--- Data for the task ---
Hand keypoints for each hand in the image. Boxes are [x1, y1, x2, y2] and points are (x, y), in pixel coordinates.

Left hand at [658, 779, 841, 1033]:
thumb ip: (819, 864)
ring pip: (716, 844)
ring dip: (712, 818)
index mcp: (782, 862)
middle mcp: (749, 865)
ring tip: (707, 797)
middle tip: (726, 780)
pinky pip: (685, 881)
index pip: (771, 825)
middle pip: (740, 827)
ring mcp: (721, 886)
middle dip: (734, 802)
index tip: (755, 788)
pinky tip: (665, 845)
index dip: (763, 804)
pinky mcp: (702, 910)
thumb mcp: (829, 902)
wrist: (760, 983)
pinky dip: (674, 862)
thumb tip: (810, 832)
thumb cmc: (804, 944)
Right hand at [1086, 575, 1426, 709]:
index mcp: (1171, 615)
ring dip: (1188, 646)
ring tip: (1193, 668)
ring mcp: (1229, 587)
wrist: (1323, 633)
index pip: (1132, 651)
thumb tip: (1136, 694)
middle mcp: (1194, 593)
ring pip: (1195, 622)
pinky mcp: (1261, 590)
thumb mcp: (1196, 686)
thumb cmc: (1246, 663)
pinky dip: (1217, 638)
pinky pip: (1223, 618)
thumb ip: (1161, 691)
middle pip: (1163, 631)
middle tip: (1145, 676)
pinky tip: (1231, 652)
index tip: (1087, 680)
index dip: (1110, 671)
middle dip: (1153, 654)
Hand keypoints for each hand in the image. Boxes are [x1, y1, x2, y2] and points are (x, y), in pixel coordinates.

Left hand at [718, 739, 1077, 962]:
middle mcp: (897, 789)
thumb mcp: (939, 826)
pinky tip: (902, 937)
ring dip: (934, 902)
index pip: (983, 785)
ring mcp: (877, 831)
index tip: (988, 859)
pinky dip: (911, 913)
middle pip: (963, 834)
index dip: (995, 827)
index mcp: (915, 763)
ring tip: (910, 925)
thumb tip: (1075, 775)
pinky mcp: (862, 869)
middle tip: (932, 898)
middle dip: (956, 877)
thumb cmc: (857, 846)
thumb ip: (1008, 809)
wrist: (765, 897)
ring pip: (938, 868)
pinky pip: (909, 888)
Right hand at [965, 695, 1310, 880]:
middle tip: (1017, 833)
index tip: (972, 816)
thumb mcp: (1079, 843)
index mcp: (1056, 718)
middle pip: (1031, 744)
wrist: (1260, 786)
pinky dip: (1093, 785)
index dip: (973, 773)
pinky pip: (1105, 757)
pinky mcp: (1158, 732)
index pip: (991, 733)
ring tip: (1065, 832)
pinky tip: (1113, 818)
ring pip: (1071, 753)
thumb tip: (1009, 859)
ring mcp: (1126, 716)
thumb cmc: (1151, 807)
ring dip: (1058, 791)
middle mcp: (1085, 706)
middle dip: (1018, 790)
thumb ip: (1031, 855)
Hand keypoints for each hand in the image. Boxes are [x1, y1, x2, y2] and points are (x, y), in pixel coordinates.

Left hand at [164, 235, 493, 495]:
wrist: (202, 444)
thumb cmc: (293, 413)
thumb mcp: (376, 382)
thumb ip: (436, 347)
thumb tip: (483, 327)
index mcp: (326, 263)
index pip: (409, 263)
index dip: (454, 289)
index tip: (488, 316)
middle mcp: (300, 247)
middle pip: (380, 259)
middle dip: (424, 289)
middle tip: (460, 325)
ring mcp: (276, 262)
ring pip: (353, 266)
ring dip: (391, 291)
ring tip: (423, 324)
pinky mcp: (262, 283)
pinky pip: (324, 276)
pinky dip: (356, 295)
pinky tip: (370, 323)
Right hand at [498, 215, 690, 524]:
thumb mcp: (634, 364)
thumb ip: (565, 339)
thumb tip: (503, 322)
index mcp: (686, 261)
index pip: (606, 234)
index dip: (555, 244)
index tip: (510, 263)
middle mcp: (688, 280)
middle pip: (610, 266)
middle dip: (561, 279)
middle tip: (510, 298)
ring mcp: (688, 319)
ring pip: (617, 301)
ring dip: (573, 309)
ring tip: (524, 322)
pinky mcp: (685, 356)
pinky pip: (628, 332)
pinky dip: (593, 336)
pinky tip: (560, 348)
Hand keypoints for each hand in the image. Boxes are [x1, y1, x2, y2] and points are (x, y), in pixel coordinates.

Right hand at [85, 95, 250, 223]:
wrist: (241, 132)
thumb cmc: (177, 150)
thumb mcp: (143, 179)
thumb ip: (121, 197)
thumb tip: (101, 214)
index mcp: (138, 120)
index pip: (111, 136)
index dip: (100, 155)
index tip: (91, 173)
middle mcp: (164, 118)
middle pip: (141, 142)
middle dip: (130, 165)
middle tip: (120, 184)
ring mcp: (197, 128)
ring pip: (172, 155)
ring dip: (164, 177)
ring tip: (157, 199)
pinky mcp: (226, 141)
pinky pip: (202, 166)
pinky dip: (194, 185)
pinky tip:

--- What to produce ---
Retype each entry exactly.

--- Result below ---
Hand keypoints for each hand in the image. Boxes are [x1, y1, x2, y2] and points are (x, y), in pixel coordinates.

Left hand at [658, 779, 841, 1033]:
thumb ip: (819, 864)
ring pip: (716, 844)
ring dip: (712, 818)
index mcp: (782, 862)
middle mcp: (749, 865)
ring tip: (707, 797)
middle tip: (726, 780)
pinky pip: (685, 881)
index pip: (771, 825)
middle pip: (740, 827)
ring mcp: (721, 886)
middle dip: (734, 802)
index tip: (755, 788)
pinky tip: (665, 845)
index dip: (763, 804)
pinky mcp: (702, 910)
thumb mcp: (829, 902)
wrist: (760, 983)
pinky dip: (674, 862)
thumb tip: (810, 832)
thumb cmc: (804, 944)
Right hand at [1086, 575, 1426, 709]:
index mcp: (1171, 615)
ring dip: (1188, 646)
ring tip: (1193, 668)
ring mcp: (1229, 587)
wrist: (1323, 633)
index pip: (1132, 651)
thumb tip: (1136, 694)
middle mcp: (1194, 593)
ring pip: (1195, 622)
pinky mcp: (1261, 590)
thumb mcp: (1196, 686)
thumb cmc: (1246, 663)
pinky dip: (1217, 638)
pinky pip: (1223, 618)
thumb ip: (1161, 691)
middle pip: (1163, 631)
middle tip: (1145, 676)
pinky tip: (1231, 652)
index tip: (1087, 680)
index dip: (1110, 671)
middle dip: (1153, 654)
Hand keypoints for each hand in the image. Boxes are [x1, y1, x2, y2] and points are (x, y), in pixel coordinates.

Left hand at [718, 739, 1077, 962]:
middle mcp: (897, 789)
thumb mcp: (939, 826)
pinky tip: (902, 937)
ring dip: (934, 902)
index pip: (983, 785)
ring mcp: (877, 831)
index tip: (988, 859)
pinky dip: (911, 913)
middle pip: (963, 834)
index dip: (995, 827)
index mcp: (915, 763)
ring tip: (910, 925)
thumb tip: (1075, 775)
pinky mcp: (862, 869)
middle tip: (932, 898)
middle dip: (956, 877)
thumb cmc: (857, 846)
thumb ip: (1008, 809)
wrist: (765, 897)
ring pip: (938, 868)
pinky pip: (909, 888)
Right hand at [965, 695, 1310, 880]:
middle tip: (1017, 833)
index tip: (972, 816)
thumb mcp: (1079, 843)
index mcp: (1056, 718)
middle pip: (1031, 744)
wrist: (1260, 786)
pinky dip: (1093, 785)
index dip: (973, 773)
pinky pip: (1105, 757)
pinky mcp: (1158, 732)
index pip: (991, 733)
ring tip: (1065, 832)
pinky tip: (1113, 818)
ring pip: (1071, 753)
thumb tip: (1009, 859)
ring mcp: (1126, 716)
thumb cmc: (1151, 807)
ring dip: (1058, 791)
middle mcp: (1085, 706)
middle dip: (1018, 790)
thumb ip: (1031, 855)
Hand keypoints for each hand in the image. Boxes are [x1, y1, x2, y2] and points are (x, y), in pixel coordinates.

Left hand at [164, 235, 493, 495]:
wrist: (202, 444)
thumb cmc: (293, 413)
thumb mcp: (376, 382)
thumb ip: (436, 347)
thumb tip: (483, 327)
index mcp: (326, 263)
index pip: (409, 263)
index dip: (454, 289)
index tip: (488, 316)
middle mcp: (300, 247)
middle pip: (380, 259)
middle dip: (424, 289)
middle tip: (460, 325)
ring mcp: (276, 262)
ring pip: (353, 266)
ring dip: (391, 291)
ring tip: (423, 324)
pinky mcp: (262, 283)
pinky pip: (324, 276)
pinky dip: (356, 295)
pinky tip: (370, 323)
Right hand at [498, 215, 690, 524]:
thumb mcp: (634, 364)
thumb ip: (565, 339)
thumb tip: (503, 322)
index mcp: (686, 261)
index pip: (606, 234)
index dip: (555, 244)
index tip: (510, 263)
middle mcp: (688, 280)
middle pip: (610, 266)
middle dip: (561, 279)
middle tip: (510, 298)
ring mcp: (688, 319)
ring pip: (617, 301)
ring dip: (573, 309)
ring tip: (524, 322)
pinky mcp: (685, 356)
pinky pip: (628, 332)
pinky dip: (593, 336)
pinky tip: (560, 348)
Hand keypoints for each hand in the image. Boxes are [x1, y1, x2, y2] and points are (x, y), in pixel coordinates.

Right hand at [85, 95, 250, 223]:
wrist: (241, 132)
thumb cmc: (177, 150)
thumb mcp: (143, 179)
thumb ip: (121, 197)
thumb tip: (101, 214)
index mcp: (138, 120)
index pip: (111, 136)
index dip: (100, 155)
index tip: (91, 173)
middle mcp: (164, 118)
middle pip: (141, 142)
middle dip: (130, 165)
middle tip: (120, 184)
ring mcp: (197, 128)
ring pip: (172, 155)
ring dip: (164, 177)
ring tip: (157, 199)
pinky mcp: (226, 141)
pinky pip: (202, 166)
pinky dip: (194, 185)
pinky tip:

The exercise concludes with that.